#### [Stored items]
<<<<

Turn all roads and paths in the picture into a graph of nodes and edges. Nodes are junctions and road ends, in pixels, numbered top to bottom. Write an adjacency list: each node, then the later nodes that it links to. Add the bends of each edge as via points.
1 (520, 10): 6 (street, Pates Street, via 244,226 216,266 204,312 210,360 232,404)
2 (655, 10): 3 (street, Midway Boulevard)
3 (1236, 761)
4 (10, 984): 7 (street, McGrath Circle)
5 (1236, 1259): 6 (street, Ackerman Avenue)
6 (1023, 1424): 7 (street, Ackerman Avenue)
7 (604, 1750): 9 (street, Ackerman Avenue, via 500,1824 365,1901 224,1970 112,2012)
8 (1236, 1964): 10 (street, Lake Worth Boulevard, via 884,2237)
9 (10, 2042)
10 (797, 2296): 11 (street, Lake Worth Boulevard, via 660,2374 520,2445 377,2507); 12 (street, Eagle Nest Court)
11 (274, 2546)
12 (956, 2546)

>>>>

#### [Try it]
Restate each record exactly as written.

#### [Exercise output]
Turn all roads and paths in the picture into a graph of nodes and edges. Nodes are junctions and road ends, in pixels, numbered top to bottom. Write an adjacency list: each node, then the later nodes that it links to. Add the bends of each edge as via points.
1 (520, 10): 6 (street, Pates Street, via 244,226 216,266 204,312 210,360 232,404)
2 (655, 10): 3 (street, Midway Boulevard)
3 (1236, 761)
4 (10, 984): 7 (street, McGrath Circle)
5 (1236, 1259): 6 (street, Ackerman Avenue)
6 (1023, 1424): 7 (street, Ackerman Avenue)
7 (604, 1750): 9 (street, Ackerman Avenue, via 500,1824 365,1901 224,1970 112,2012)
8 (1236, 1964): 10 (street, Lake Worth Boulevard, via 884,2237)
9 (10, 2042)
10 (797, 2296): 11 (street, Lake Worth Boulevard, via 660,2374 520,2445 377,2507); 12 (street, Eagle Nest Court)
11 (274, 2546)
12 (956, 2546)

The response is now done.